To fix bug 363713 we have to take slower code paths (the same that MS.NET
uses) for some methods that will result in buffer copy operations. This bug
only affects inherited encodings (but there are a lot of inheritable
encoding classes). This is why I introduced the IsInternal property;
instances of internal classes can take faster code paths, while instances of
inherited classes will take MS compatible (slower) code paths. I decided to
implement this code path redirection in Encoding.cs and call the four
internal virtual (in fact internally must-implement) unsafe methods. This
way the source code of inherited encoding classes will have a clean look
because only four methods has to be implemented the other ones will only
call the ...Internal implementations in Encoding.cs that does all the work.

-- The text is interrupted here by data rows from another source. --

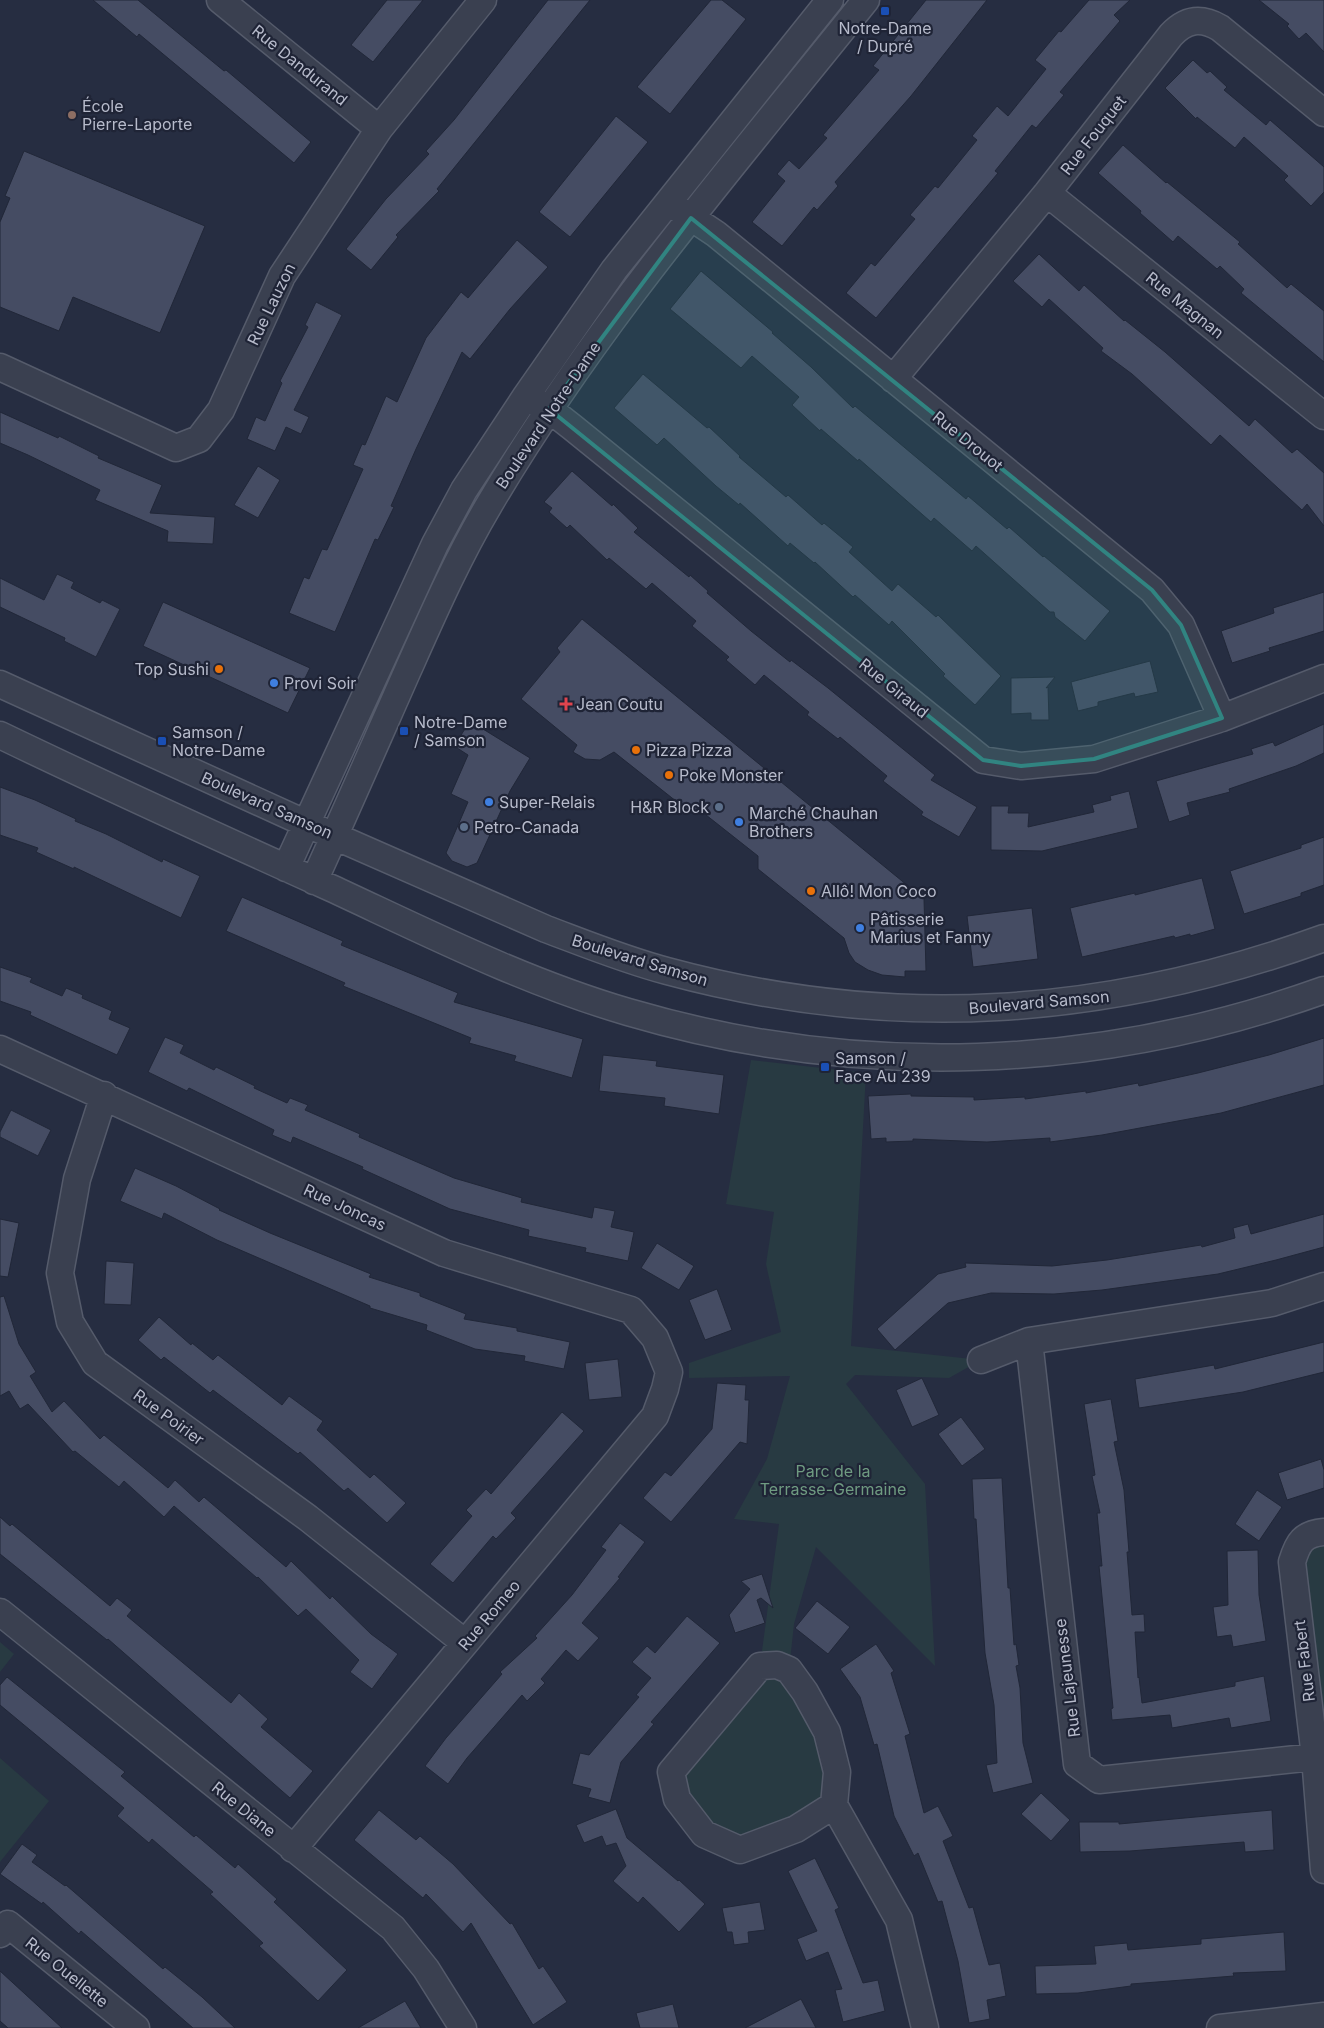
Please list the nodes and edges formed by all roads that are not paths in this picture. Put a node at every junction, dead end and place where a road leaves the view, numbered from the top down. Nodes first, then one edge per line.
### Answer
1 (220, 0) edge
2 (483, 0) edge
3 (830, 0) edge
4 (866, 0) edge
5 (1324, 113) edge
6 (379, 129) junction
7 (1047, 193) junction
8 (668, 202) junction
9 (691, 218) junction
10 (0, 367) edge
11 (893, 379) junction
12 (526, 396) junction
13 (549, 408) junction
14 (1324, 416) edge
15 (1324, 678) edge
16 (0, 684) edge
17 (1222, 718) junction
18 (0, 735) edge
19 (307, 824) junction
20 (334, 836) junction
21 (286, 868) junction
22 (314, 881) junction
23 (1324, 938) edge
24 (1324, 990) edge
25 (0, 1049) edge
26 (104, 1095) junction
27 (1324, 1286) edge
28 (1029, 1341) junction
29 (981, 1360) dead end
30 (669, 1372) joint
31 (1324, 1532) edge
32 (0, 1612) edge
33 (465, 1643) junction
34 (1320, 1757) edge
35 (834, 1805) junction
36 (293, 1849) junction
37 (1324, 1870) edge
38 (0, 1934) edge
39 (1324, 2016) edge
40 (136, 2028) edge
41 (463, 2028) edge
42 (925, 2028) edge
43 (1220, 2028) edge

1 - 6 street, Rue Dandurand
2 - 6 street, Rue Lauzon
3 - 8 street, Boulevard Notre-Dame
4 - 9 street, Boulevard Notre-Dame
5 - 7 street, Rue Fouquet
6 - 10 street, Rue Lauzon
7 - 11 street, Rue Fouquet
7 - 14 street, Rue Magnan
8 - 9 street, Rue Drouot
8 - 12 street, Boulevard Notre-Dame
9 - 11 street, Rue Drouot
9 - 13 street, Boulevard Notre-Dame
11 - 17 street, Rue Drouot
12 - 13 street, Rue Giraud
12 - 19 street, Boulevard Notre-Dame
13 - 17 street, Rue Giraud
13 - 20 street, Boulevard Notre-Dame
15 - 17 street, Rue Giraud
16 - 19 street, Boulevard Samson
18 - 21 street
19 - 20 street, Boulevard Samson
19 - 21 street, Boulevard Notre-Dame
20 - 22 street, Boulevard Notre-Dame
20 - 23 street, Boulevard Samson
21 - 22 street
22 - 24 street
25 - 26 street, Rue Joncas
26 - 30 street, Rue Joncas
26 - 33 street, Rue Poirier
27 - 28 street
28 - 29 street
28 - 34 street, Rue Lajeunesse
30 - 33 street, Rue Romeo
31 - 34 street, Rue Fabert
32 - 36 street, Rue Diane
33 - 36 street, Rue Romeo
34 - 37 street, Rue Fabert
35 - 35 street
35 - 42 street
36 - 41 street, Rue Diane
38 - 40 street, Rue Ouellette
39 - 43 street

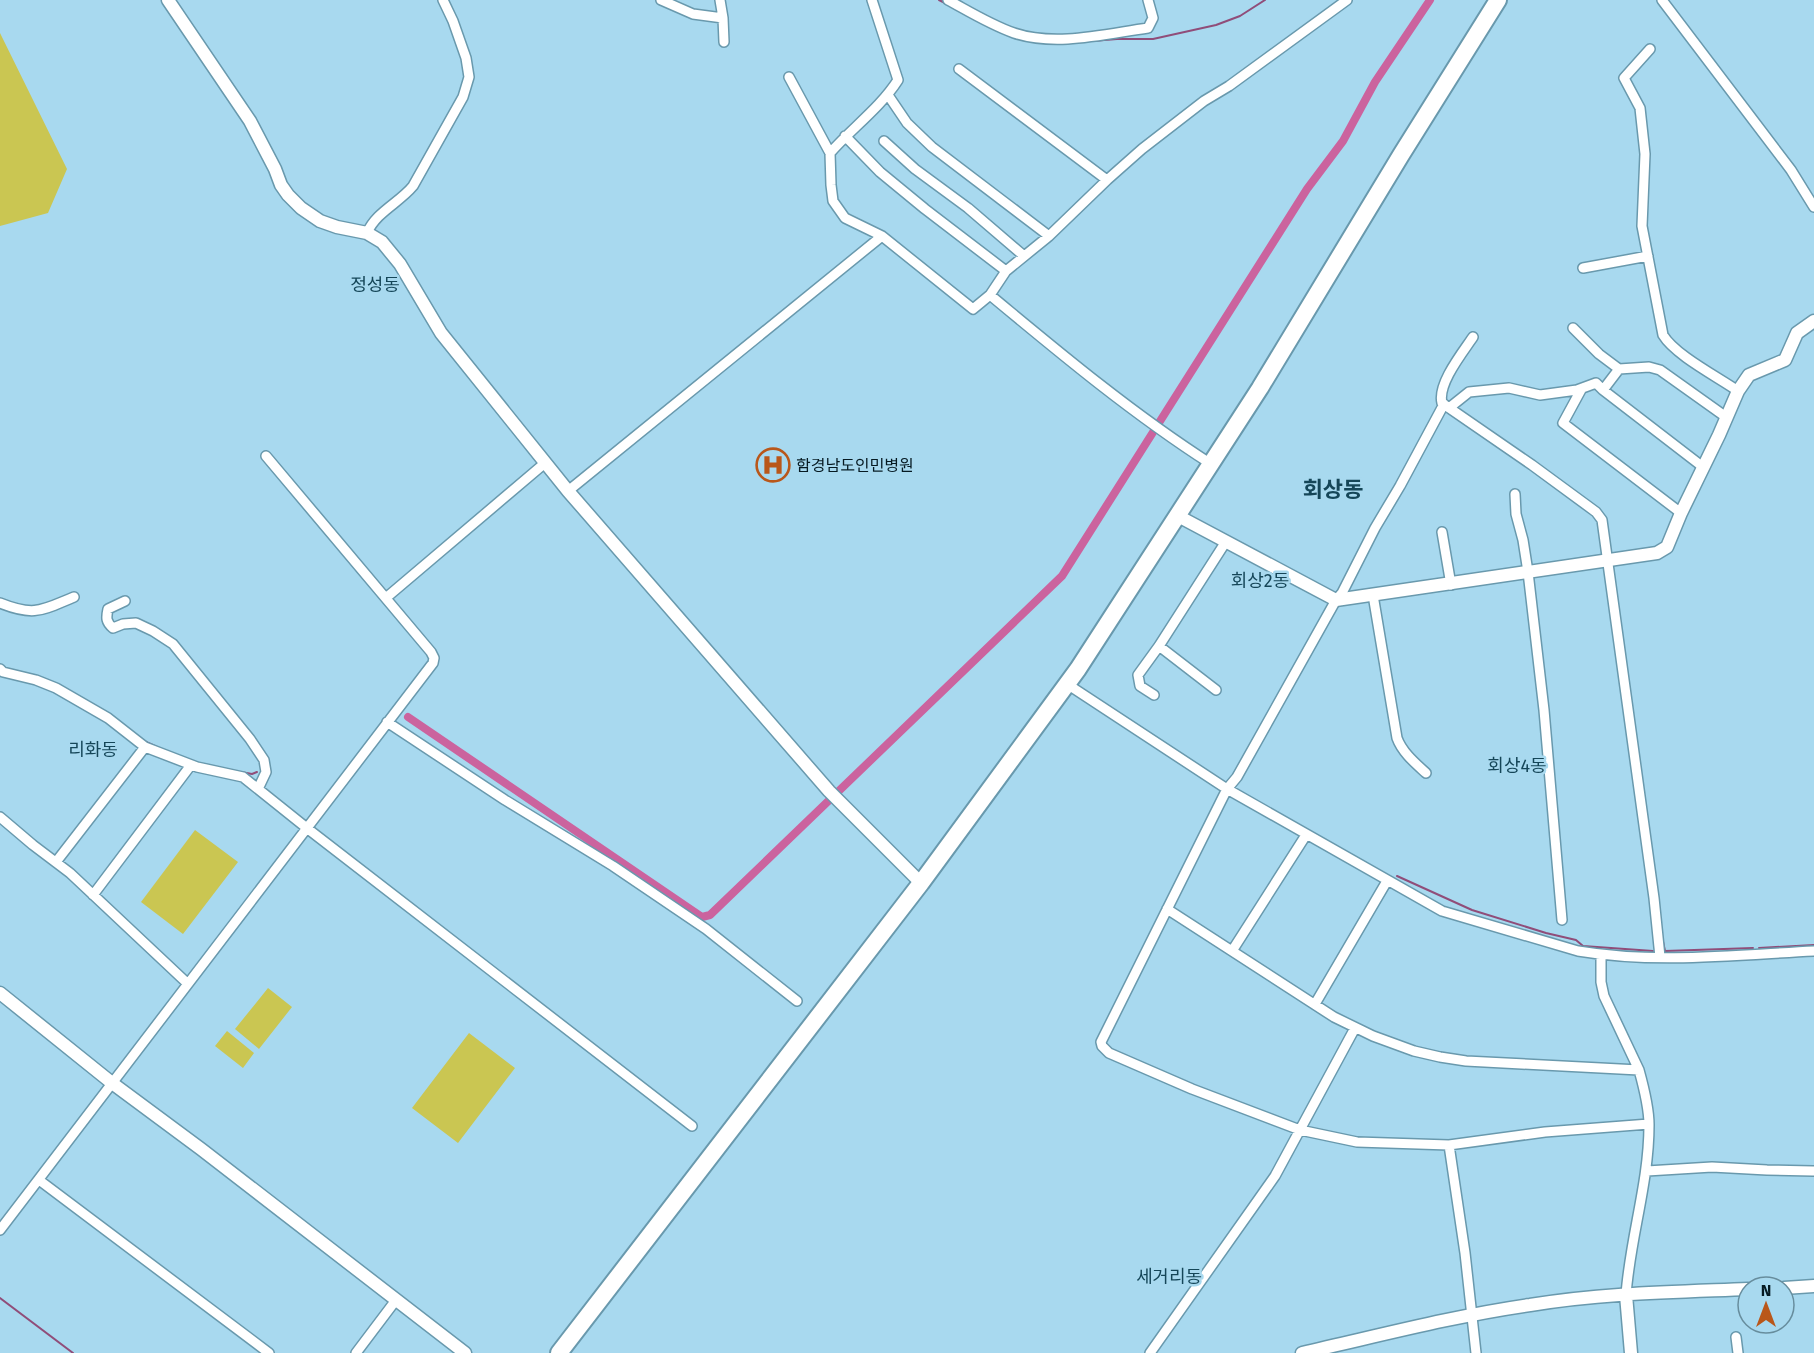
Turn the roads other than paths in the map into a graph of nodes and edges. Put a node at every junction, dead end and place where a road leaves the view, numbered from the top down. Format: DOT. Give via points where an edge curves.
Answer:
graph roads {
  1 [pos="168,0"];
  2 [pos="443,0"];
  3 [pos="661,0"];
  4 [pos="720,0"];
  5 [pos="872,0"];
  6 [pos="948,0"];
  7 [pos="1148,0"];
  8 [pos="1347,0"];
  9 [pos="1498,0"];
  10 [pos="1662,0"];
  11 [pos="723,18"];
  12 [pos="724,42"];
  13 [pos="1650,48"];
  14 [pos="960,69"];
  15 [pos="789,77"];
  16 [pos="888,95"];
  17 [pos="845,136"];
  18 [pos="884,141"];
  19 [pos="830,153"];
  20 [pos="1107,180"];
  21 [pos="1814,207"];
  22 [pos="367,233"];
  23 [pos="882,236"];
  24 [pos="1049,236"];
  25 [pos="1024,256"];
  26 [pos="1648,256"];
  27 [pos="1583,268"];
  28 [pos="1006,271"];
  29 [pos="990,295"];
  30 [pos="1814,321"];
  31 [pos="1573,328"];
  32 [pos="1473,337"];
  33 [pos="1619,369"];
  34 [pos="1582,388"];
  35 [pos="1603,390"];
  36 [pos="1738,391"];
  37 [pos="1447,406"];
  38 [pos="1726,417"];
  39 [pos="266,456"];
  40 [pos="545,463"];
  41 [pos="1211,464"];
  42 [pos="1703,467"];
  43 [pos="568,491"];
  44 [pos="1515,494"];
  45 [pos="1681,513"];
  46 [pos="1178,516"];
  47 [pos="1442,532"];
  48 [pos="1225,543"];
  49 [pos="1608,560"];
  50 [pos="1528,572"];
  51 [pos="1451,585"];
  52 [pos="1373,595"];
  53 [pos="74,597"];
  54 [pos="387,597"];
  55 [pos="1336,600"];
  56 [pos="125,601"];
  57 [pos="0,603"];
  58 [pos="1159,646"];
  59 [pos="1,672"];
  60 [pos="1066,684"];
  61 [pos="1216,690"];
  62 [pos="1154,695"];
  63 [pos="387,722"];
  64 [pos="145,747"];
  65 [pos="191,765"];
  66 [pos="1426,773"];
  67 [pos="258,789"];
  68 [pos="1227,789"];
  69 [pos="0,817"];
  70 [pos="308,829"];
  71 [pos="1306,835"];
  72 [pos="56,862"];
  73 [pos="1387,881"];
  74 [pos="921,883"];
  75 [pos="93,895"];
  76 [pos="1167,909"];
  77 [pos="1562,920"];
  78 [pos="1232,951"];
  79 [pos="1814,951"];
  80 [pos="1601,954"];
  81 [pos="1660,957"];
  82 [pos="188,984"];
  83 [pos="0,993"];
  84 [pos="797,1001"];
  85 [pos="1315,1004"];
  86 [pos="1355,1029"];
  87 [pos="1639,1071"];
  88 [pos="112,1083"];
  89 [pos="1649,1124"];
  90 [pos="692,1126"];
  91 [pos="1300,1130"];
  92 [pos="1449,1145"];
  93 [pos="1647,1171"];
  94 [pos="1813,1171"];
  95 [pos="39,1180"];
  96 [pos="0,1230"];
  97 [pos="1814,1286"];
  98 [pos="1796,1287"];
  99 [pos="1736,1290"];
  100 [pos="1626,1295"];
  101 [pos="396,1300"];
  102 [pos="1471,1315"];
  103 [pos="1736,1337"];
  104 [pos="1334,1350"];
  105 [pos="269,1353"];
  106 [pos="356,1353"];
  107 [pos="465,1353"];
  108 [pos="559,1353"];
  109 [pos="1150,1353"];
  110 [pos="1302,1353"];
  111 [pos="1476,1353"];
  112 [pos="1631,1353"];
  113 [pos="1738,1353"];
  1 -- 22 [label="street" via="250,121 288,195 320,221"];
  2 -- 22 [label="street" via="466,58 469,77 464,97 413,186 377,217"];
  3 -- 11 [label="street" via="693,14"];
  4 -- 11 [label="street"];
  5 -- 16 [label="street" via="898,80"];
  6 -- 7 [label="street" via="995,26 1049,39 1148,28 1153,18"];
  8 -- 20 [label="street" via="1188,112"];
  9 -- 41 [label="highway"];
  10 -- 21 [label="street" via="1791,170"];
  11 -- 12 [label="street"];
  13 -- 26 [label="street" via="1624,78 1640,108 1645,154 1642,225"];
  14 -- 20 [label="street"];
  15 -- 19 [label="street"];
  16 -- 17 [label="street"];
  16 -- 24 [label="street" via="907,123 933,147"];
  17 -- 19 [label="street"];
  17 -- 28 [label="street" via="880,172"];
  18 -- 25 [label="street"];
  19 -- 23 [label="street" via="834,201 845,218"];
  20 -- 24 [label="street"];
  22 -- 40 [label="street" via="382,242 400,264 441,333"];
  23 -- 29 [label="street" via="973,309"];
  23 -- 43 [label="street"];
  24 -- 25 [label="street"];
  25 -- 28 [label="street"];
  26 -- 27 [label="street"];
  26 -- 36 [label="street" via="1663,335 1668,343"];
  28 -- 29 [label="street"];
  29 -- 41 [label="street" via="1086,375"];
  30 -- 36 [label="street" via="1797,333 1785,360 1749,375"];
  31 -- 33 [label="street"];
  32 -- 37 [label="street" via="1449,372 1440,398"];
  33 -- 35 [label="street"];
  33 -- 38 [label="street" via="1660,370"];
  34 -- 35 [label="street" via="1596,383"];
  34 -- 37 [label="street" via="1540,395 1509,388 1469,392"];
  34 -- 45 [label="street" via="1563,423"];
  35 -- 42 [label="street"];
  36 -- 38 [label="street"];
  37 -- 49 [label="street" via="1596,512 1602,520"];
  37 -- 55 [label="street"];
  38 -- 42 [label="street"];
  39 -- 54 [label="street"];
  40 -- 43 [label="street"];
  40 -- 54 [label="street"];
  41 -- 46 [label="highway"];
  42 -- 45 [label="street"];
  43 -- 74 [label="street" via="829,791"];
  44 -- 50 [label="street"];
  45 -- 49 [label="street" via="1667,547 1657,553"];
  46 -- 48 [label="street"];
  46 -- 60 [label="highway"];
  47 -- 51 [label="street"];
  48 -- 55 [label="street"];
  48 -- 58 [label="street"];
  49 -- 50 [label="street"];
  49 -- 81 [label="street"];
  50 -- 51 [label="street"];
  50 -- 77 [label="street"];
  51 -- 52 [label="street"];
  52 -- 55 [label="street"];
  52 -- 66 [label="street" via="1397,738"];
  53 -- 57 [label="street" via="40,611 19,611"];
  54 -- 63 [label="street" via="434,658"];
  55 -- 68 [label="street"];
  56 -- 67 [label="street" via="108,609 108,623 113,628 136,623 173,644 264,760 266,772"];
  58 -- 61 [label="street"];
  58 -- 62 [label="street" via="1138,675 1140,686"];
  59 -- 64 [label="street" via="56,688 108,718"];
  60 -- 68 [label="street"];
  60 -- 74 [label="highway"];
  63 -- 70 [label="street"];
  63 -- 84 [label="street" via="705,928"];
  64 -- 65 [label="street"];
  64 -- 72 [label="street"];
  65 -- 67 [label="street" via="243,777"];
  65 -- 75 [label="street"];
  67 -- 70 [label="street"];
  68 -- 71 [label="street"];
  68 -- 76 [label="street"];
  69 -- 72 [label="street"];
  70 -- 82 [label="street"];
  70 -- 90 [label="street"];
  71 -- 73 [label="street"];
  71 -- 78 [label="street"];
  72 -- 75 [label="street"];
  73 -- 80 [label="street" via="1442,911 1578,951"];
  73 -- 85 [label="street"];
  74 -- 108 [label="highway"];
  75 -- 82 [label="street"];
  76 -- 78 [label="street"];
  76 -- 91 [label="street" via="1102,1038 1102,1046 1109,1053 1192,1089"];
  78 -- 85 [label="street"];
  79 -- 81 [label="street"];
  80 -- 81 [label="street"];
  80 -- 87 [label="street" via="1604,996"];
  82 -- 88 [label="street"];
  83 -- 88 [label="street"];
  85 -- 86 [label="street"];
  86 -- 87 [label="street" via="1414,1051 1454,1060"];
  86 -- 91 [label="street"];
  87 -- 89 [label="street"];
  88 -- 95 [label="street"];
  88 -- 101 [label="street"];
  89 -- 92 [label="street"];
  89 -- 93 [label="street"];
  91 -- 92 [label="street" via="1357,1142"];
  91 -- 109 [label="street" via="1275,1176"];
  92 -- 102 [label="street"];
  93 -- 94 [label="street" via="1712,1167"];
  93 -- 100 [label="street"];
  95 -- 96 [label="street"];
  95 -- 105 [label="street"];
  97 -- 98 [label="street"];
  99 -- 100 [label="street"];
  100 -- 102 [label="street" via="1555,1301"];
  100 -- 112 [label="street"];
  101 -- 106 [label="street"];
  101 -- 107 [label="street"];
  102 -- 104 [label="street"];
  102 -- 111 [label="street"];
  103 -- 113 [label="street"];
  104 -- 110 [label="street"];
}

>Let's talk with a concrete example and assume that for
>UnicodeEncoding.GetByteCount() we need to do something more complicated
>than count * 2. What is the advantage of doing it in a separate function
>instead of in the actual method?

Because of fallbacks the actual required byte cound depends on the fallback 
buffer as well. Also note that UnicodeEncoding in MS.NET 2.0 has support for 
surrogates and can detect invalid surrogate sequences that means that the 
fallback buffer will be used to replace invalid input data. If you don't 
have a single implementation for GetByteCount you will have to duplicate 
code for strings, char arrays and char pointers as well. So having a single 
method that implements the actual algorithm makes the code more 
maintainable. For example have a look at GetBytes methods of ASCIIEncoding: 
Verifiable ones use fallback buffers the unsafe one doesn't. So it is 
already out of sync. I believe that there are more of such examples. Having 
less duplicated/multiplied code helps prevent this.

UnicodeEncoding.GetByteCount will be count * 2 on .NET 1.x but I think it's 
not worth to use different desing on .NET 1.x to provide a little bit better 
performance on .NET 1.x than on .NET 2.0. .NET 1.x will work as expected and 
the code will be cleaner an will remain maintainable with using this 
infrastructure designed for .NET 2.0 on .NET 1.x as well.

>I don't see where the duplicate code would come from.

Your proposed solution (that would be just as much change in the
infrastructure) is to use static implementation for these four methods in
contrast to virtual methods.
This would need more code in individual encoding classes:
- Argument checking (can be implemented using static methods in Encoding.cs)
- IsInternal checks: not much code but can easily go out of sync (some 
methods require it while others not because the method is overridden in all 
internal Encoding classes)
- calling MS compatible slow implementation (could be a static method in 
Encoding.cs)
- Array-to-pointer conversions has to be done in each encoding class 
(because of calling static internal implementations)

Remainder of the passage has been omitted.